Learn how to turn the Super Bowl into a full‑funnel, multi‑retailer growth moment—using CTV/STV, DSP, and high‑intent search powered by AMC and clean‑room audiences to reach the right shoppers from the living room to the search bar.

Written by Emma Irwin
How to win the Super Bowl shopper: from the living room to the search bar

The Super Bowl isn’t one moment for shoppers. It’s a series of small decisions in the weeks and days before kickoff shaped by what they watch, where they shop, which brands they trust, what feels like good value, and how fast last‑minute needs can be delivered.

It isn’t one moment for advertisers, either. Those in‑game spots reach 127+ million people, but you also need to show up for the hosts filling carts, the guests bringing snacks, and the households planning a game‑day spread at home long before the first whistle.

More people watching means more people are preparing for the big game

Last year, more people watched the game than ever before. It’s fair to assume that this also means that more people bought Super Bowl-related snacks, meals, desserts, decorations, and even disposable serve ware than ever before. Reaching these shoppers ahead of the game is a different job than speaking to people watching in real time. You need to show up where they plan and buy, from the TV screen in the living room to the retailer search bar.

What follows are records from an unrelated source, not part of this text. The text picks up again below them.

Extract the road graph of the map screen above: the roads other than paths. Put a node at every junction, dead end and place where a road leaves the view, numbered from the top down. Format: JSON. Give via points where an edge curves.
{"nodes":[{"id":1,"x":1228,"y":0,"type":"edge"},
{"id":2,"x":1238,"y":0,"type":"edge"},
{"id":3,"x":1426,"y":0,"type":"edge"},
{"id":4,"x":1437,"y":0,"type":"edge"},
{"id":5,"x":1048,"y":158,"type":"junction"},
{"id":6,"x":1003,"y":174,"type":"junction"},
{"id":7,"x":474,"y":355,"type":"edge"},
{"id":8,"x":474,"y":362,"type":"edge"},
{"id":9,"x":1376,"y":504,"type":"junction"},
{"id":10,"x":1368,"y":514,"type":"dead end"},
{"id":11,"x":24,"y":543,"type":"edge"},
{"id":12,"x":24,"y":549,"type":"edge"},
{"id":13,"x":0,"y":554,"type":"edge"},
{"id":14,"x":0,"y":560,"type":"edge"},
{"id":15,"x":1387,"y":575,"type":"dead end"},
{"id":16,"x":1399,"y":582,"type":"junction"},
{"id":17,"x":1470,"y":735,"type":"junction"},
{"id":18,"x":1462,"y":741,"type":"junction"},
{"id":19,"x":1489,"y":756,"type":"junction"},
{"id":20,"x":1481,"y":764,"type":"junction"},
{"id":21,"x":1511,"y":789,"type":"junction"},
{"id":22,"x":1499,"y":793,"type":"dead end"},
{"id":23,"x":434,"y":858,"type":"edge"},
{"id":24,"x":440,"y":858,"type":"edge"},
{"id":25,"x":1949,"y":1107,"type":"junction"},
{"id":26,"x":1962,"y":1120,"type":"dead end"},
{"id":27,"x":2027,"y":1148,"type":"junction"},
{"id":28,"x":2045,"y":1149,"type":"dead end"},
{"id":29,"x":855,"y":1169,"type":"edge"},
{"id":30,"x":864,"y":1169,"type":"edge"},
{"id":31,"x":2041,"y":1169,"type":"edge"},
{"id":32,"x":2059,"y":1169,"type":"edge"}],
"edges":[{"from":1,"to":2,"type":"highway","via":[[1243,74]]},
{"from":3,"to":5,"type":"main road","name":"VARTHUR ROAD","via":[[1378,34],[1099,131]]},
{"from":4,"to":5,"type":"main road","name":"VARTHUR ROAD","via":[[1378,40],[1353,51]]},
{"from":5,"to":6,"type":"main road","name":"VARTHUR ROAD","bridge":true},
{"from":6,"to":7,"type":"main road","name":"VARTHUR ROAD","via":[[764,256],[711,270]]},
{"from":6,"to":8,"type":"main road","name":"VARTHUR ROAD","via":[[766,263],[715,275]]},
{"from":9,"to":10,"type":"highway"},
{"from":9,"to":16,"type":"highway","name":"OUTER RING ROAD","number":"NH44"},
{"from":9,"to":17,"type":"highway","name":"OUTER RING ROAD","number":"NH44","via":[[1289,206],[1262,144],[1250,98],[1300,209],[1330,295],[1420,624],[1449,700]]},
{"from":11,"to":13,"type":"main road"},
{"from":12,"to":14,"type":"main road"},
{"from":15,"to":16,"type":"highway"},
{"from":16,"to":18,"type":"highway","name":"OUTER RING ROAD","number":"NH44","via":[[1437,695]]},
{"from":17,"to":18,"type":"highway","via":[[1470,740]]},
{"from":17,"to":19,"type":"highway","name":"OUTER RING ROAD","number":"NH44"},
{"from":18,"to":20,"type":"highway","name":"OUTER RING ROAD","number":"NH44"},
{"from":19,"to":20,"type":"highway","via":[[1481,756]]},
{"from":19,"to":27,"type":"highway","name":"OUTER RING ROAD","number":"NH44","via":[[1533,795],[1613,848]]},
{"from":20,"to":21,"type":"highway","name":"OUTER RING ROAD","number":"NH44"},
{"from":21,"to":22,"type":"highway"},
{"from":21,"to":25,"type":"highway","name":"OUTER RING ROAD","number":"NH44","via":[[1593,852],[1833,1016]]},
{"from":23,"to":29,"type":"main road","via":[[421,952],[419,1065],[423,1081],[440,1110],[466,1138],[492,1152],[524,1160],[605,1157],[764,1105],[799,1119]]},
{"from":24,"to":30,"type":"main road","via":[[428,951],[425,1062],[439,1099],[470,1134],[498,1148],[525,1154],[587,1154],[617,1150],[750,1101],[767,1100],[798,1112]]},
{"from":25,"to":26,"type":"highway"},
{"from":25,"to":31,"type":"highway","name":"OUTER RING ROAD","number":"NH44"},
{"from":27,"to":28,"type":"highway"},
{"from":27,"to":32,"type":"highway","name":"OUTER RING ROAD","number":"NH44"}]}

Three forces shaping Super Bowl planning

From the Flywheel Retail Insights’ recent Digital trends to prepare for in 2026 report, we predict to see three big forces shaping this year’s Super Bowl:

  • Tighter wallets: Consumers are in a value-driven state of mind due to socioeconomic pressures, but they still want “big game” experiences at home.

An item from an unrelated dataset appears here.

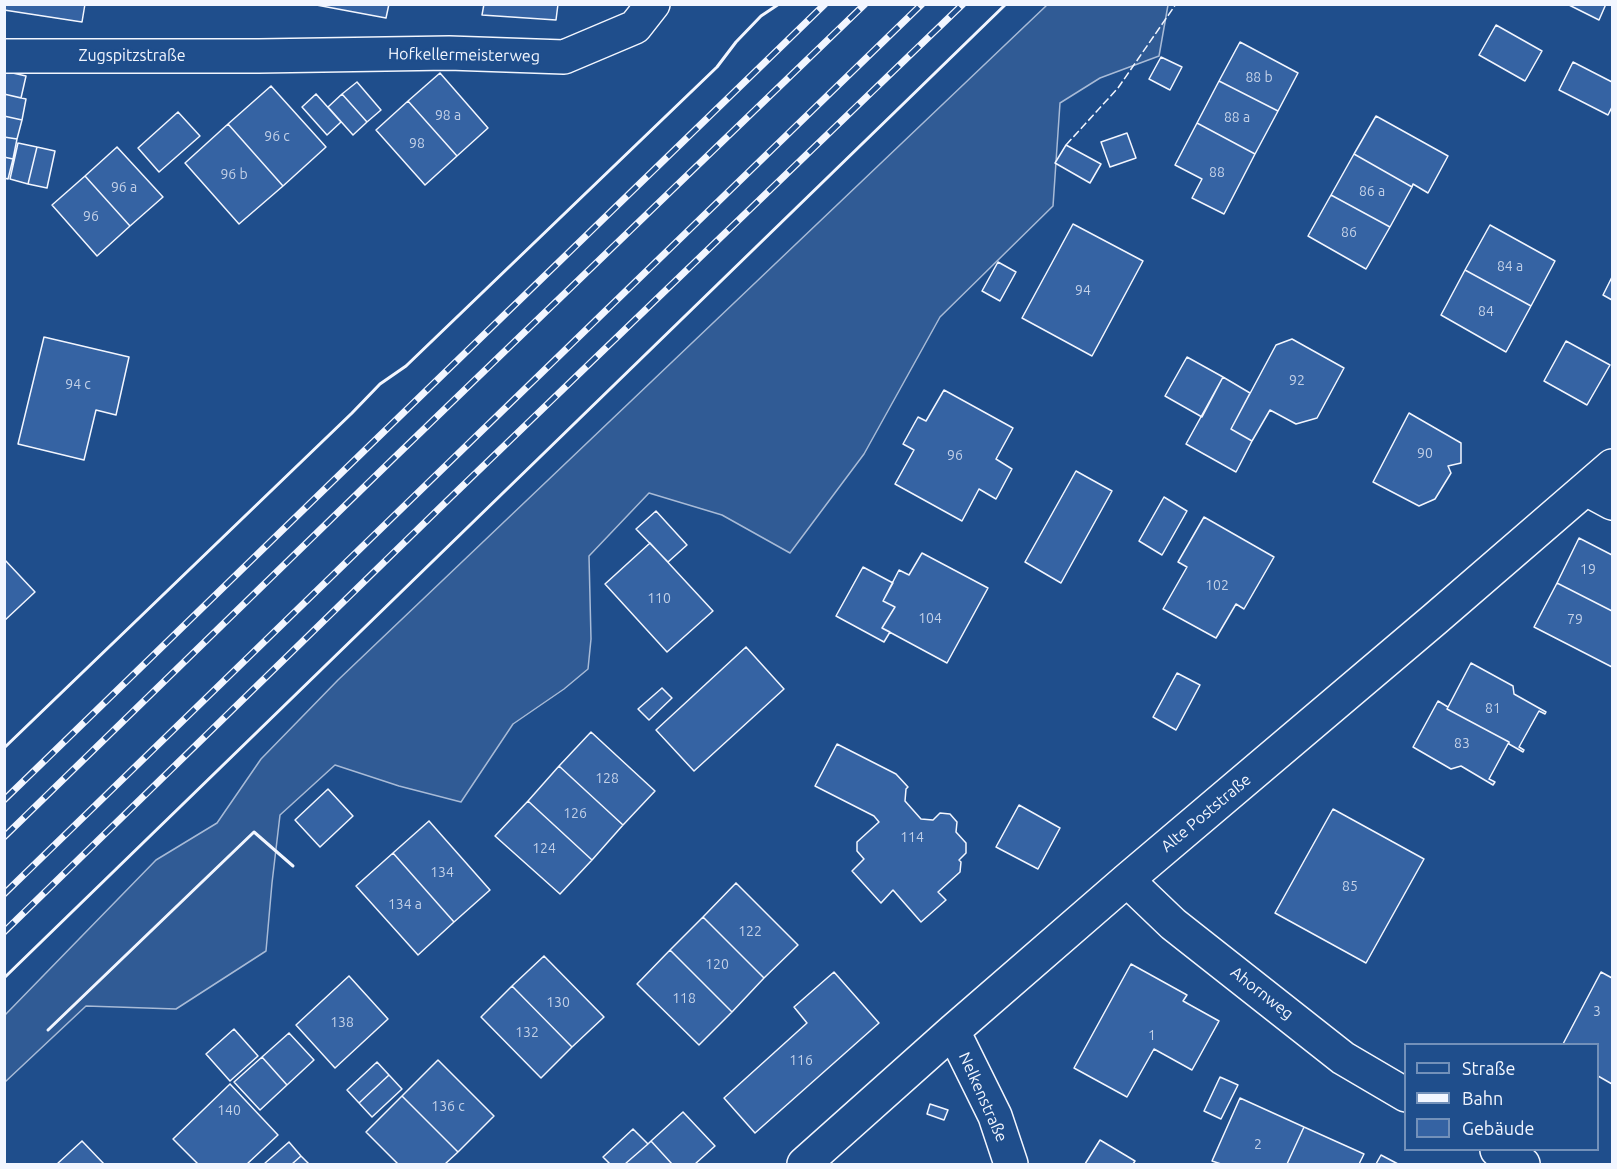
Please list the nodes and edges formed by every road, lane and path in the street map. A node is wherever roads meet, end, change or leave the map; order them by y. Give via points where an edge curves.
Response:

    • For brands, this means steeper competition against private label that will require a focus on a strategic mix between value-focused sub-brands and premium lines that help protect your margins.

  • Retail media is a growth engine: Retail media spend continues to grow at double digits year over year, because it’s one of the few places brands can tie awareness to measurable sales. Nearly every retailer, down to local grocers, has invested in retail media capabilities, providing brands with more opportunity than ever to reach shoppers wherever they choose to shop.

    • In this fragmented ecosystem, brands need to assess where it makes sense to invest based on the past behaviors of their shoppers, and act accordingly.

  • Screen fragmentation: Viewers consume media on linear TV, CTV, desktop, and mobile, often at the same time, and they’re shopping across all of those devices.

    • That creates real reach potential, but only if you build precise, audience‑based plans that follow the same households throughout the funnel.

Together, these forces raise the stakes. You can’t afford to waste impressions or budget, but you also can’t sit out the weeks of shopping that lead into the game.

The brands who win will treat the Super Bowl as a full-funnel, multi-retailer moment: starting with a strong, audience-based foundation that carries into the living room with CTV/STV, reinforces the message through DSP and upper-funnel retail media, and closes the loop with precise, high-intent search and audience targeting across major retailers. Let’s break that down.

A successful Super Bowl lead-in starts with a robust audience strategy

Your plan only works if it reaches the right people. Creative, channels, and budgets all sit on one foundation: audiences built from real behavior, not guesses. With a clean room like Amazon Marketing Cloud, you have the ability to build precise audiences based on behavioral insights from five years of retail purchase data, and these audiences can be used across your CTV, Amazon DSP, and search efforts.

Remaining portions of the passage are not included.